> [What to produce]
Below are records; reproduce exactly the lines from the one that has "ctx.fillStyle = '#fff'" through the one that has "ctx.fillStyle = '#2dbded'", ends included, and nothing more.

> [Source records]
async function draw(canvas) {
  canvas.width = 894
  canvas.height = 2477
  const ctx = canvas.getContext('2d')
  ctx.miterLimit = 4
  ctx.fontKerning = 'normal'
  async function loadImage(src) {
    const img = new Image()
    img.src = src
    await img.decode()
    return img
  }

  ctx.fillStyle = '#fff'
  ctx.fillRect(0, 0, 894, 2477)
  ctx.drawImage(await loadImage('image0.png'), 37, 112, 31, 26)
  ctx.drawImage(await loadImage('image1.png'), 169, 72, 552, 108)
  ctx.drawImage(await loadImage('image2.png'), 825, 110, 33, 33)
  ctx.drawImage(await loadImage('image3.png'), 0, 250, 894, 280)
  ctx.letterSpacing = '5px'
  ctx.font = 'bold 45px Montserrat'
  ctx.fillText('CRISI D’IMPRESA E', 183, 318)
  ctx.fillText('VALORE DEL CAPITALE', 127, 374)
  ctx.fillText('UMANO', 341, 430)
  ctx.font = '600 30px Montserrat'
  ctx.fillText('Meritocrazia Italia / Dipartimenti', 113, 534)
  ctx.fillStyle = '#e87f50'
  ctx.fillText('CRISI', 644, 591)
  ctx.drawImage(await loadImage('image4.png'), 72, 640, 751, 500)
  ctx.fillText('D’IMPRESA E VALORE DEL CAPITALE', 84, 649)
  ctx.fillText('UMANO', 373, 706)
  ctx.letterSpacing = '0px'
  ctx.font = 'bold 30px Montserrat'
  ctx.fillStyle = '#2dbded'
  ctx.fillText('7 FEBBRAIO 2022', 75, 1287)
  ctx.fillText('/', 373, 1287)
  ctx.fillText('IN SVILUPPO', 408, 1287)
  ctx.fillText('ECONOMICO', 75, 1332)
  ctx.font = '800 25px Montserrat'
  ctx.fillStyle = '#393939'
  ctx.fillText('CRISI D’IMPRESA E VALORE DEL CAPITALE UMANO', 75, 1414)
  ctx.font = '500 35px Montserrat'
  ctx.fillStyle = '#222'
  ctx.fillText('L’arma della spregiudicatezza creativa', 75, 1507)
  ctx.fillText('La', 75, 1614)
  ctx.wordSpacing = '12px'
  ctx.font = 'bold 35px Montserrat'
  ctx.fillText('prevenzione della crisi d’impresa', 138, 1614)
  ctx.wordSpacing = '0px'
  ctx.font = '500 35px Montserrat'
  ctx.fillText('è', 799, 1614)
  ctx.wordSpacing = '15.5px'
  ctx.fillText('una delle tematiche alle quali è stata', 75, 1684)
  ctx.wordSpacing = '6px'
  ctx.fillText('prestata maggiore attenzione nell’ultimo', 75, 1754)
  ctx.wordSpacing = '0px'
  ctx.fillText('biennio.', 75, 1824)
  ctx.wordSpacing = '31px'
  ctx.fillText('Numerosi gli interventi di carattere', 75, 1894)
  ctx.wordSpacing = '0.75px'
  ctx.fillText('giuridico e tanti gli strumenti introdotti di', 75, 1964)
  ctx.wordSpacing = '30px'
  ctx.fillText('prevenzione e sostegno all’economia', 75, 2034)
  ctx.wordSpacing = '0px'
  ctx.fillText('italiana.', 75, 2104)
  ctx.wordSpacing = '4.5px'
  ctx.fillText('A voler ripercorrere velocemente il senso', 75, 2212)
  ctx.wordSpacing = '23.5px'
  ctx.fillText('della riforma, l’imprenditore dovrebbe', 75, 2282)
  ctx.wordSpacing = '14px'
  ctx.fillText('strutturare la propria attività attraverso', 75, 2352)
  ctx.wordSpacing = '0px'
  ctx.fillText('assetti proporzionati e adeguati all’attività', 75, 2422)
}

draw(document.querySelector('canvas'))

> [Answer to this problem]
  ctx.fillStyle = '#fff'
  ctx.fillRect(0, 0, 894, 2477)
  ctx.drawImage(await loadImage('image0.png'), 37, 112, 31, 26)
  ctx.drawImage(await loadImage('image1.png'), 169, 72, 552, 108)
  ctx.drawImage(await loadImage('image2.png'), 825, 110, 33, 33)
  ctx.drawImage(await loadImage('image3.png'), 0, 250, 894, 280)
  ctx.letterSpacing = '5px'
  ctx.font = 'bold 45px Montserrat'
  ctx.fillText('CRISI D’IMPRESA E', 183, 318)
  ctx.fillText('VALORE DEL CAPITALE', 127, 374)
  ctx.fillText('UMANO', 341, 430)
  ctx.font = '600 30px Montserrat'
  ctx.fillText('Meritocrazia Italia / Dipartimenti', 113, 534)
  ctx.fillStyle = '#e87f50'
  ctx.fillText('CRISI', 644, 591)
  ctx.drawImage(await loadImage('image4.png'), 72, 640, 751, 500)
  ctx.fillText('D’IMPRESA E VALORE DEL CAPITALE', 84, 649)
  ctx.fillText('UMANO', 373, 706)
  ctx.letterSpacing = '0px'
  ctx.font = 'bold 30px Montserrat'
  ctx.fillStyle = '#2dbded'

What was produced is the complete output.